6 ways to boost your cricket confidence
This article has been written by Ryan Maron, Assistant Coach to the Netherlands national cricket team, VRA player coach and Director of Ryan Maron's Cricket School of Excellence in South Africa.
Are you making the muscles in the head work as hard as those in your body? The consistent finding in Sports Psychology research is the relationship between levels of confidence and success.
But confidence only comes from quality practice and quality preparation: The knowledge that you have trained as hard as or harder than anyone else.
How do you achieve this feeling? Everyone is different, but these 6 tips could help you on the path to finding what works for you.
Write down your strengths (technical, tactical, physical, mental and skills). Stick this list somewhere it can be seen and add to them where possible. This will remind you of the positives of your game.
Look at people who you admire within and out of cricket. What makes them so confident? Ask yourself how you can reflect their actions in your own game.
Focus on the positive things you got from every practice or game, even if the overall result was not good.
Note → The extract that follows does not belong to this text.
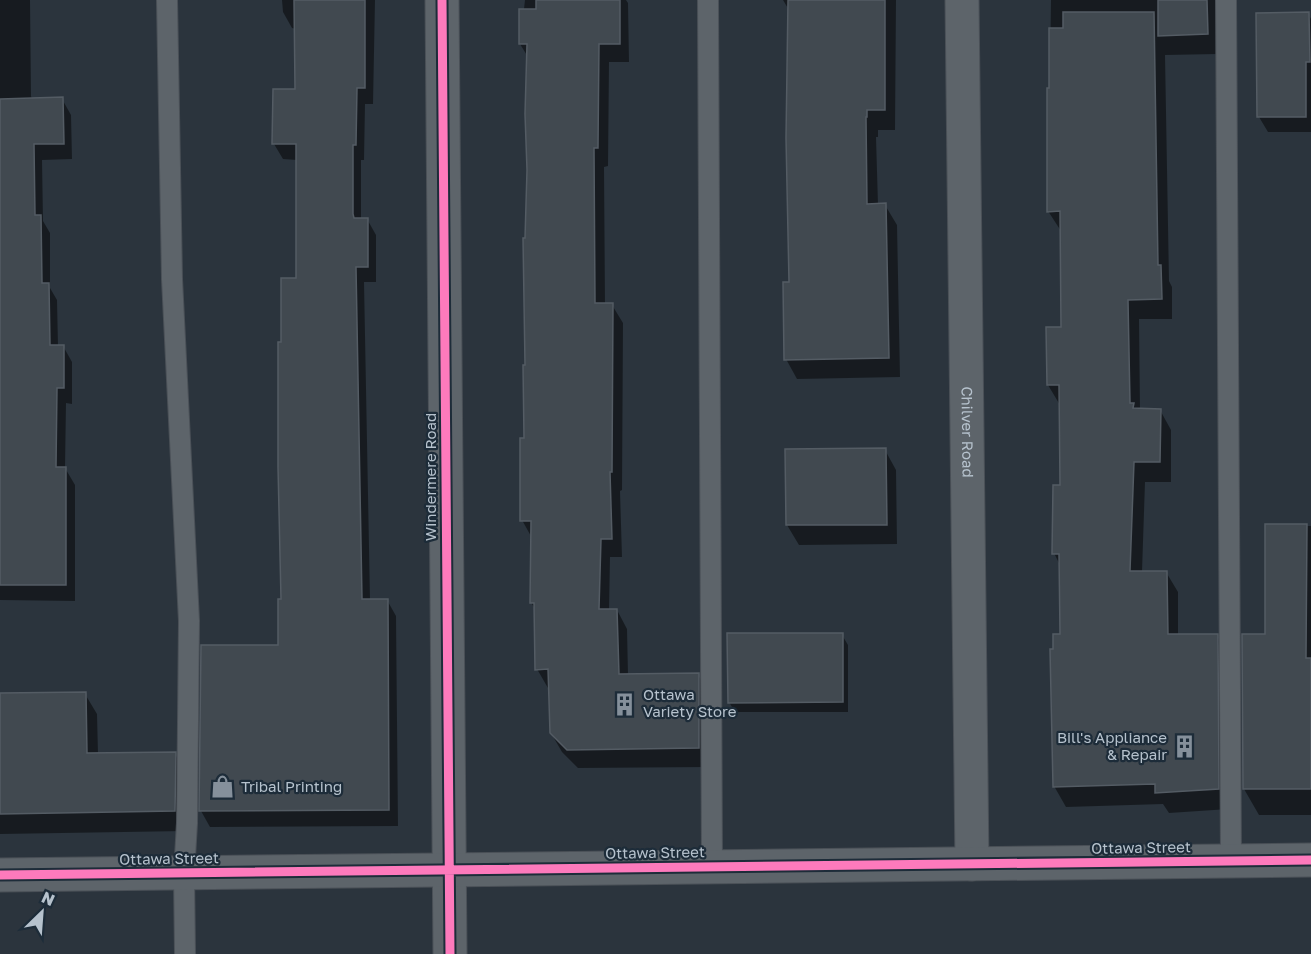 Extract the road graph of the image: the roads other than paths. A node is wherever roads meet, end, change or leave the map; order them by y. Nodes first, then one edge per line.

Think about why things have not gone well and what you can do to change it.
4. Keeping a diary of training
Write down all the technical, mental and physical work you do. If you refer to it regularly you can see what is going on and how you are improving. Your memory is always less reliable than you think.
5. Recall your good performances
As soon as you achieve something write it down. Include how it felt to succeed. Regularly recall these performances in your mind like a video. It is important that they recall the feelings associated with that performance because that will make it more likely to happen again.
6. Think through skills and situations
This aids familiarity and builds confidence because you have met such issues and situations before. Take the time to plan out ideas in your head and think through solutions to problems. It helps to have a good support system to bounce ideas off.
Mental skills are like technical ones: They take time to develop. However, if you take the time and build your confidence it can have a bigger effect on your game than any skills coaching session.